A parent who does what's best for his child, regardless of wether the child likes him or not is the definition of compassion and selflessness to me. Although, it requires looking a little deeper to see it.
If you want me to, I can liaise you with a family support worker and ask them to mediate between you and your mom. It sounds like you're young... not assuming anything.
Zardoz is 25 years of age, not a teenager. Adults still self-harm, in many ways other than just cutting. We drink to forget, bang our heads to stress relieve, and have addictions to cope.
A parent who does what's best for his child, regardless of wether the child likes him or not is the definition of compassion and selflessness to me. Although, it requires looking a little deeper to see it.
If the parent further aggravated a situation when the child was already at breaking point I would say they actually aren't all that great in their response actually. Everyone has different perspectives on situations so I respect you see it differently.
Also, telling a family member or close friend something is different to a stranger online. You dont know how they will react, especially when they are struggling already, so I generally find being supportive and helpful is more effective than tough love.
I used to cut too, but couldn't hide the scars from others. I definitely didn't want people to see them, didn't want anyone to put me in a hospital so that whole "cry for help" bullshit is just bullshit to shame people in not doing it. Not a cry for help because Mom told him differently, may be a cascade of different things and so hard to hold it all in without lashing out at something or someone. But, I personally wouldn't want to harm others or my mom because I still have love for that person, so I think it's my fault in some way. Ashamed that I let someone cross my boundaries and didn't stick up for myself. Let them get to me, is a failure on my part so I take it out on me.
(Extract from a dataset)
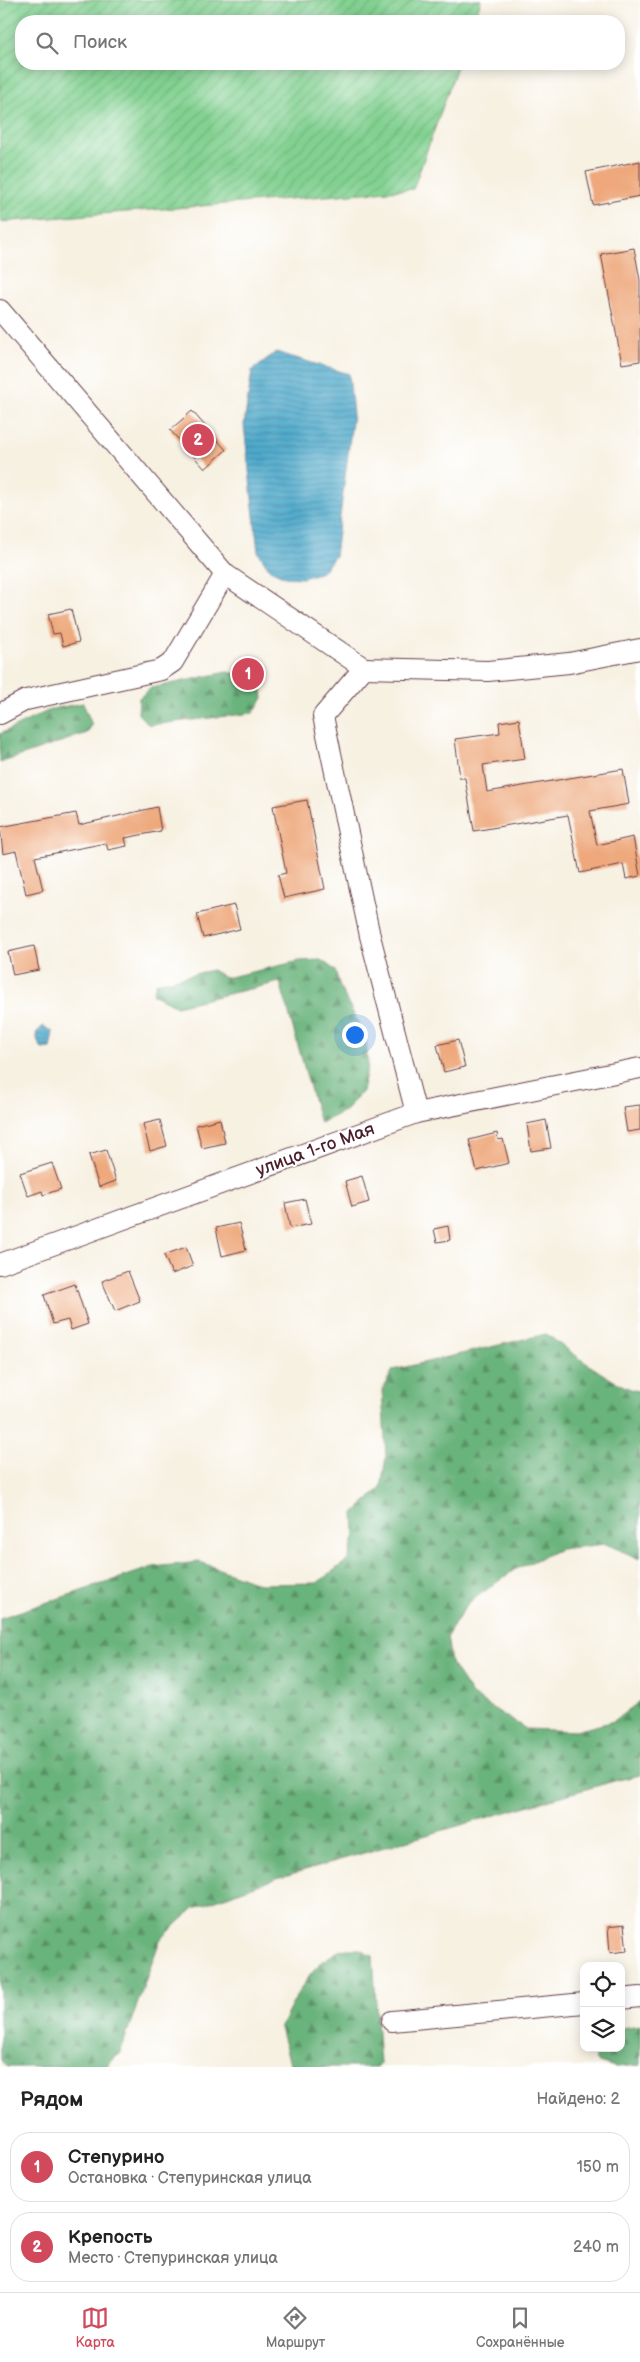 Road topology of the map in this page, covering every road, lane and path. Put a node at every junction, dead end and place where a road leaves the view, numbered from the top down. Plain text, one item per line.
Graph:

Just a perspective on that self-harm isn't always a "cry for help"
If you don't decide to take it, please to tend to your wounds. An infection would be horrible, and if it looks bad enough, I would maybe try to find someone to help you patch it up properly, whether that be at a hospital or otherwise.
If you do take it, I'm sorry you're feeling so bad and are pushed to this point. Just really think about it and don't be too rash. Wish I could help more.
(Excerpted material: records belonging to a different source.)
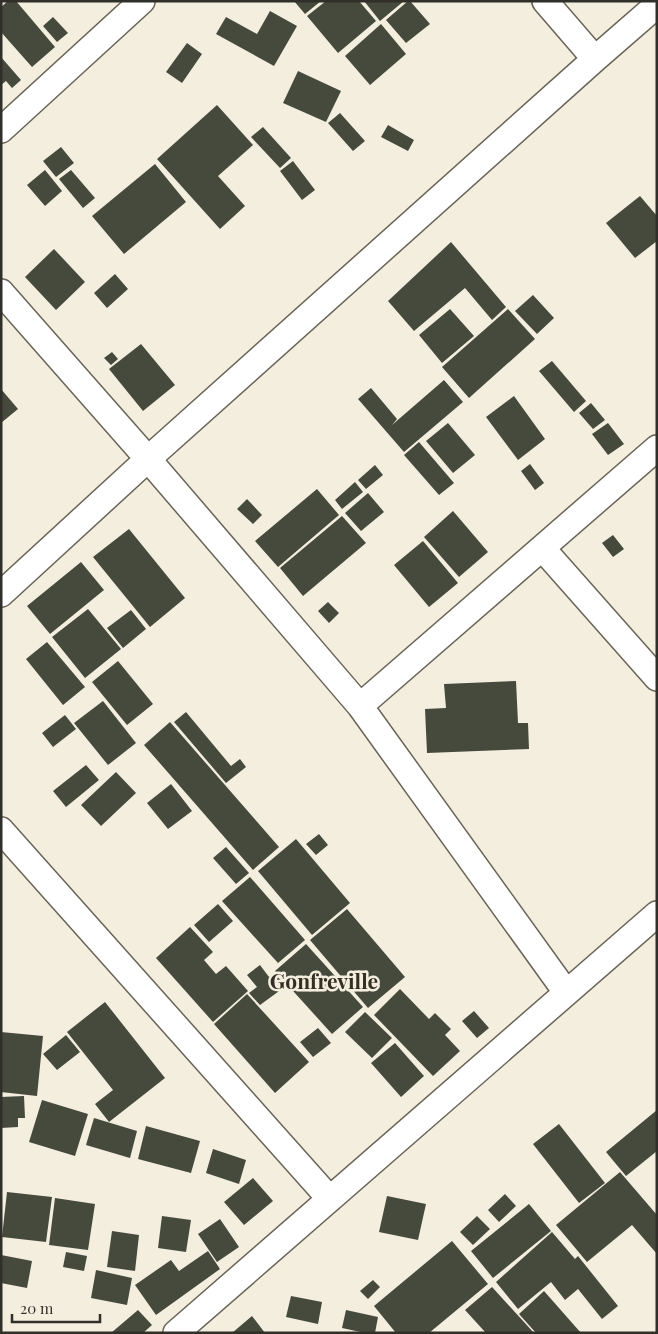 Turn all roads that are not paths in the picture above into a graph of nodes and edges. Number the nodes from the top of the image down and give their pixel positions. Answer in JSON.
{"nodes":[{"id":1,"x":142,"y":1,"type":"edge"},
{"id":2,"x":544,"y":1,"type":"edge"},
{"id":3,"x":657,"y":5,"type":"edge"},
{"id":4,"x":595,"y":59,"type":"junction"},
{"id":5,"x":1,"y":130,"type":"edge"},
{"id":6,"x":1,"y":292,"type":"edge"},
{"id":7,"x":657,"y":448,"type":"edge"},
{"id":8,"x":148,"y":459,"type":"junction"},
{"id":9,"x":542,"y":548,"type":"junction"},
{"id":10,"x":1,"y":594,"type":"edge"},
{"id":11,"x":657,"y":678,"type":"edge"},
{"id":12,"x":360,"y":706,"type":"junction"},
{"id":13,"x":1,"y":830,"type":"edge"},
{"id":14,"x":657,"y":914,"type":"edge"},
{"id":15,"x":566,"y":992,"type":"junction"},
{"id":16,"x":330,"y":1199,"type":"junction"},
{"id":17,"x":176,"y":1333,"type":"edge"}],
"edges":[{"from":1,"to":5,"type":"street"},
{"from":2,"to":4,"type":"street"},
{"from":3,"to":4,"type":"street"},
{"from":4,"to":8,"type":"street"},
{"from":6,"to":8,"type":"street"},
{"from":7,"to":9,"type":"street"},
{"from":8,"to":10,"type":"street"},
{"from":8,"to":12,"type":"street"},
{"from":9,"to":11,"type":"street"},
{"from":9,"to":12,"type":"street"},
{"from":12,"to":15,"type":"street"},
{"from":13,"to":16,"type":"street"},
{"from":14,"to":15,"type":"street"},
{"from":15,"to":16,"type":"street"},
{"from":16,"to":17,"type":"street"}]}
I used to cut too, but couldn't hide the scars from others. I definitely didn't want people to see them, didn't want anyone to put me in a hospital so that whole "cry for help" bullshit is just bullshit to shame people in not doing it. Not a cry for help because Mom told him differently, may be a cascade of different things and so hard to hold it all in without lashing out at something or someone. But, I personally wouldn't want to harm others or my mom because I still have love for that person, so I think it's my fault in some way. Ashamed that I let someone cross my boundaries and didn't stick up for myself. Let them get to me, is a failure on my part so I take it out on me.
Just a perspective on that self-harm isn't always a "cry for help"
I also cut myself sometimes and I know what you mean; I never did it to get attention or something like that and I hide it because I don't want anyone to see it. I think self harming can be for various reasons. So it can be a cry for help, but I also believe that it can sometimes help to relieve stress or to get distraction from your thoughts (that's how it works for me). This absolutely doesn't mean that it's good to self harm, it's always good to quit. But from personal experience I also know that it can be very hard to quit when you feel like you need it as a coping mechanism.
I'm worried about you and I feel like you would take SN impulsively if you would take it because of this situation. Please think carefully about wether you really want to take it right now. You can always PM me if you want to talk about it, and I hope you feel better soon
You dont know how they will react, especially when they are struggling already, so I generally find being supportive and helpful is more effective than tough love.